### Material for this exercise:
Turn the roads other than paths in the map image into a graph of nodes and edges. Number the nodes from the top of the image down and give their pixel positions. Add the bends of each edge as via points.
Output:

---

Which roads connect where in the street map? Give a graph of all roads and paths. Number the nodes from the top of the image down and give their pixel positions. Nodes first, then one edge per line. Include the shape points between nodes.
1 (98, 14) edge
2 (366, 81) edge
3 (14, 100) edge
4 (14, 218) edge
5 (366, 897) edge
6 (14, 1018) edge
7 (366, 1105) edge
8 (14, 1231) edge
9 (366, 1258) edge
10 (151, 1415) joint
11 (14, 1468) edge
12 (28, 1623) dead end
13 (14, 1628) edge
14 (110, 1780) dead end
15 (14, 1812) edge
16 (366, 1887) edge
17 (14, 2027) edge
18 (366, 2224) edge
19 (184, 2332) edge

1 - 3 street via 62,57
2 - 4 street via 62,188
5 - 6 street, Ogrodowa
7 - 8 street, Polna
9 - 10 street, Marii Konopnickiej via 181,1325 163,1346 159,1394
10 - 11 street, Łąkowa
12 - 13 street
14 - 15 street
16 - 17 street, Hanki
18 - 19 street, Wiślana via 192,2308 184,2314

==

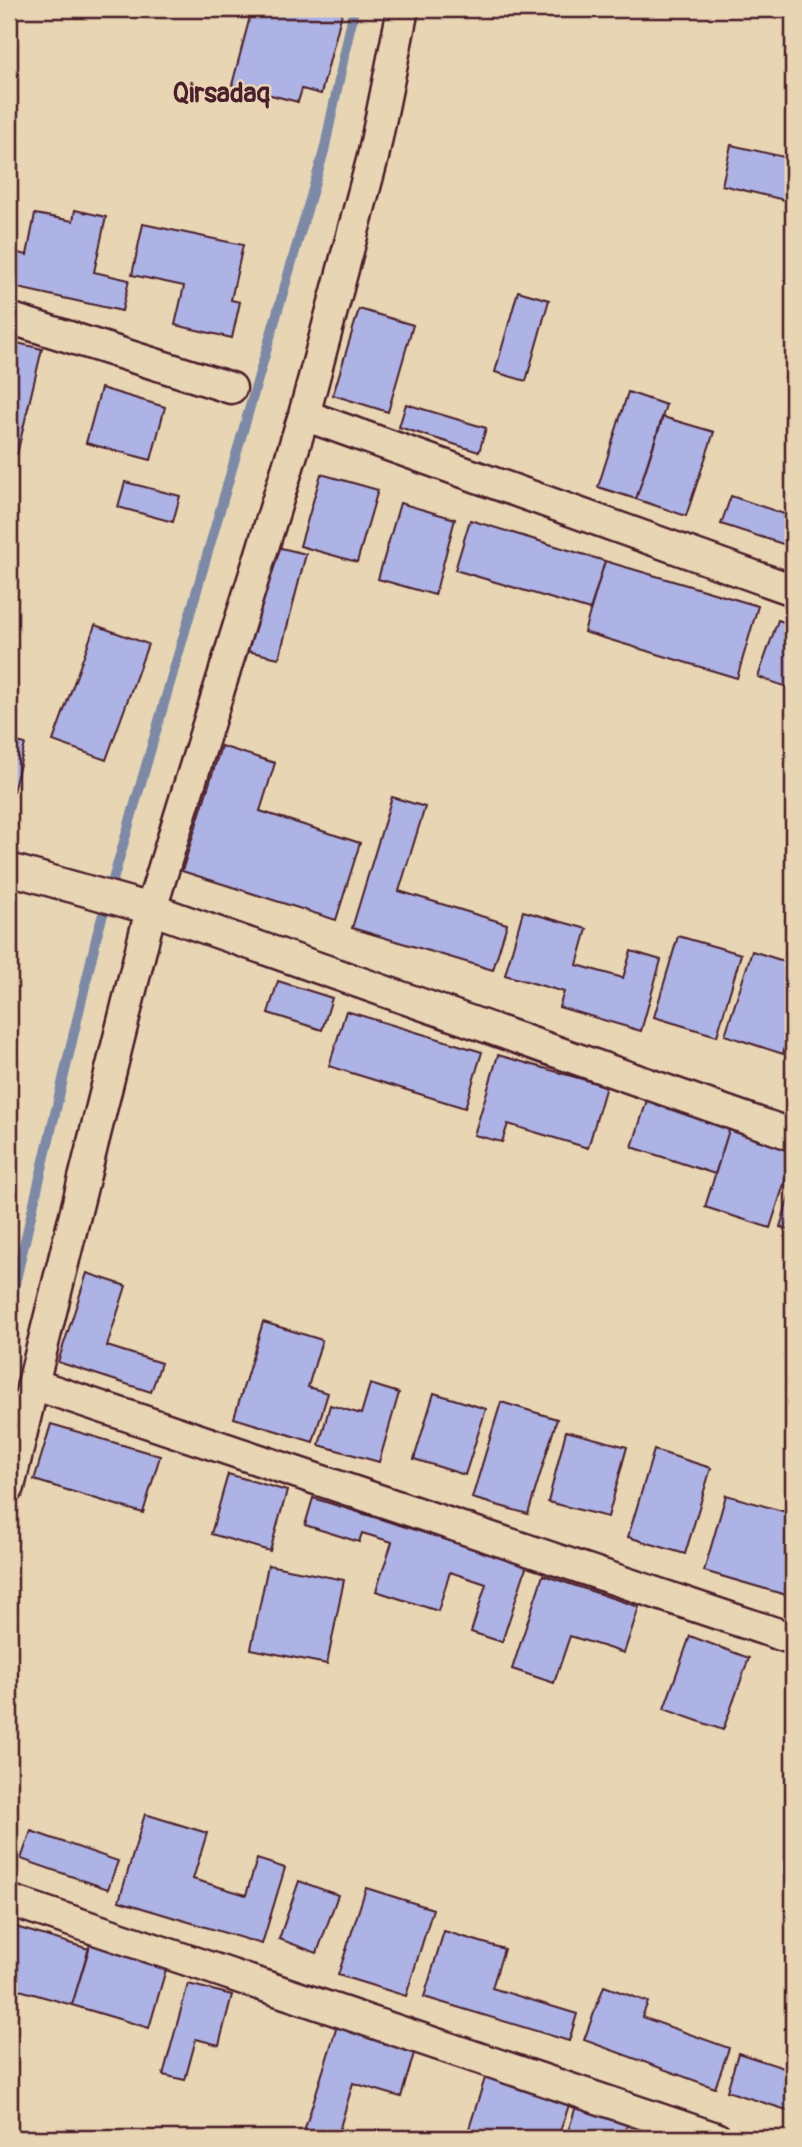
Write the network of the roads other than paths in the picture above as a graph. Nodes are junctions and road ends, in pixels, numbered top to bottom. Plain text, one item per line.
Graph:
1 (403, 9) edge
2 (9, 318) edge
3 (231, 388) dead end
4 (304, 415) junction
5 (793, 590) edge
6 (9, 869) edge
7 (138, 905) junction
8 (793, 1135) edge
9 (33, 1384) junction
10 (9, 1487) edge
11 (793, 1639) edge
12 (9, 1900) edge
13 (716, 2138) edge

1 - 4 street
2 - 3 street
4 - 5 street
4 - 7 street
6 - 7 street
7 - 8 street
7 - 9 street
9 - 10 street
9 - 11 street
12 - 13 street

### Activity:
Pull every line containing "other" from the material above.

### Answer to this task:
Turn the roads other than paths in the map image into a graph of nodes and edges. Number the nodes from the top of the image down and give their pixel positions. Add the bends of each edge as via points.
Write the network of the roads other than paths in the picture above as a graph. Nodes are junctions and road ends, in pixels, numbered top to bottom. Plain text, one item per line.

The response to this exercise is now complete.